Tandis que le système traditionnel d'apprentissage se détériore, d'autres institutions prennent de l'importance. Au début du XIXe siècle, l'école du soir commence à remplacer l'instruction prodiguée auparavant par l'artisan et sa femme. Afin d'avoir la mainmise sur la formation des apprentis et des compagnons, les maîtres et les marchands suivent l'exemple de leurs collègues de Grande-Bretagne et établissent des instituts techniques dans les grandes villes de l'Est du Canada (Halifax, Québec et Montréal). Aux yeux des autorités, ces instituts sont des centres de formation où les travailleurs vont apprendre le respect de l'ordre établi, la discipline au travail et à bien se comporter en société.

L'école du dimanche et les sociétés de tempérance, formées pendant la première moitié du XIXe siècle, appuient les institutions dans la poursuite d'un but commun : apprendre au travailleur comment utiliser ses heures de loisirs pour mieux travailler ensuite. Pendant la deuxième moitié du XIXe siècle, les instituts techniques remplacent en partie l'atelier comme lieu de formation.

Le désir de régir l'accès aux professions et de protéger les membres entraîne la création des premiers syndicats dans les années 1830 et des corporations professionnelles à la fin des années 1840. Les métiers (cordonnier, tonnelier, ferblantier, etc.) se sentent menacés par les changements technologiques, à l'exception, toutefois, des métiers de la construction et des professions libérales qui, de leur côté, ont réussi à limiter le nombre d'apprentis.

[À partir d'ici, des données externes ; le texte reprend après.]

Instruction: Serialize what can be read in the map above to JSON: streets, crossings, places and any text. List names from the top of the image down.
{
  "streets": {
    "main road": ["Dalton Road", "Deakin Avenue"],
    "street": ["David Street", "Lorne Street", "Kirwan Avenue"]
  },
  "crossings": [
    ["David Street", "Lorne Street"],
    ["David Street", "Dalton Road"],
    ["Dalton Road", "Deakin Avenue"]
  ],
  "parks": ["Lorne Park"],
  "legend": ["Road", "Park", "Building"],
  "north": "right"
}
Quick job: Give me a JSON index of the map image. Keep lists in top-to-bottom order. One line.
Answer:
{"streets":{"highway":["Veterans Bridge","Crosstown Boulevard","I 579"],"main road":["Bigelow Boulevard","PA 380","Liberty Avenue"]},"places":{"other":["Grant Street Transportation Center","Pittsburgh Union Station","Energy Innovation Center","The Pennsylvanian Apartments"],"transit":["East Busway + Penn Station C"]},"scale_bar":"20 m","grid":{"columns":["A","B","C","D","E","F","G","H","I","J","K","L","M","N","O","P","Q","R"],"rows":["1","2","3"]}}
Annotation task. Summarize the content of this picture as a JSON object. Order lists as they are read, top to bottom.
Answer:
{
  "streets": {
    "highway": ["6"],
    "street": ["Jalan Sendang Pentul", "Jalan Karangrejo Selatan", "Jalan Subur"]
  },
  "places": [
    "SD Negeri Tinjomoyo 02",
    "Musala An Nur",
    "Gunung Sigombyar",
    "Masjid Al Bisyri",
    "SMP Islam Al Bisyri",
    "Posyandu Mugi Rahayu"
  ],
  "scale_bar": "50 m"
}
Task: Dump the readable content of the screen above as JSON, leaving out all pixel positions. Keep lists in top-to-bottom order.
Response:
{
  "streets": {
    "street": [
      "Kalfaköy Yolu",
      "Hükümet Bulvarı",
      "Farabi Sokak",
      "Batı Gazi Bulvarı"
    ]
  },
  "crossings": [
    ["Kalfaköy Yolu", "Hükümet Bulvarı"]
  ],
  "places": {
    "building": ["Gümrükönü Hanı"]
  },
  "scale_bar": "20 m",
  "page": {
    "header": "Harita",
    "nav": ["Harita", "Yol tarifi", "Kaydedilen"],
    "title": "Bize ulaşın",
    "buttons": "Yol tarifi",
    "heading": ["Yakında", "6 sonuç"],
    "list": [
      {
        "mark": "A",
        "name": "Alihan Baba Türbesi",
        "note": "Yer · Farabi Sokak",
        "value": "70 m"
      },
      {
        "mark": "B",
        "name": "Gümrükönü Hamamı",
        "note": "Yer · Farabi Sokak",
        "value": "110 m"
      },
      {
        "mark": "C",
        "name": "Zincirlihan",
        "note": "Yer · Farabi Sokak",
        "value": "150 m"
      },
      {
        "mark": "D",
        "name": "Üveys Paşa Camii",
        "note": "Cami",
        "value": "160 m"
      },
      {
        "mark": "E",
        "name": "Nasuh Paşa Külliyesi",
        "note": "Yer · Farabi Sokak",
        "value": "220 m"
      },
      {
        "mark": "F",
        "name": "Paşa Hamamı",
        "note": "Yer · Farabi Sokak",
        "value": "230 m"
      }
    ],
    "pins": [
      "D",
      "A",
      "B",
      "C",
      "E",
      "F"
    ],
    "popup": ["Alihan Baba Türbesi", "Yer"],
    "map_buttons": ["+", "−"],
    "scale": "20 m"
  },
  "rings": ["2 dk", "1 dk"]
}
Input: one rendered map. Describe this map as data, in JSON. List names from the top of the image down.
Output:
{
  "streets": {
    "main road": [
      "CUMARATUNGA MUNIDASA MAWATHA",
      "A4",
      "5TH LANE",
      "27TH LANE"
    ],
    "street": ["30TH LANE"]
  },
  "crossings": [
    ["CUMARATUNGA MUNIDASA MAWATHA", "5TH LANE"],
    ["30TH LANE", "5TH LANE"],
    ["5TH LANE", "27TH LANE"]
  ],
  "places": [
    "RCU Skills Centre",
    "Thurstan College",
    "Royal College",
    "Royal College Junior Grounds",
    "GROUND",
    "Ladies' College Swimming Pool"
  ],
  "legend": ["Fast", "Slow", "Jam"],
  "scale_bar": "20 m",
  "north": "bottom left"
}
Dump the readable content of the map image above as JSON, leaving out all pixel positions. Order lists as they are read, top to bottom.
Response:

Graduellement, les écoles vont se charger de la formation des professionnels, d'où la création d'associations professionnelles (médecins, notaires) qui permettront non seulement d'assurer la qualité de la formation, mais aussi de contrôler le nombre de finissants (voir Histoire de l'Éducation). D'abord réticentes à conférer tant de pouvoir aux médecins et aux notaires, les autorités gouvernementales finiront par le leur accorder en 1845 (médecins) et en 1847 (notaires), à la suite de pressions exercées par ces groupes professionnels.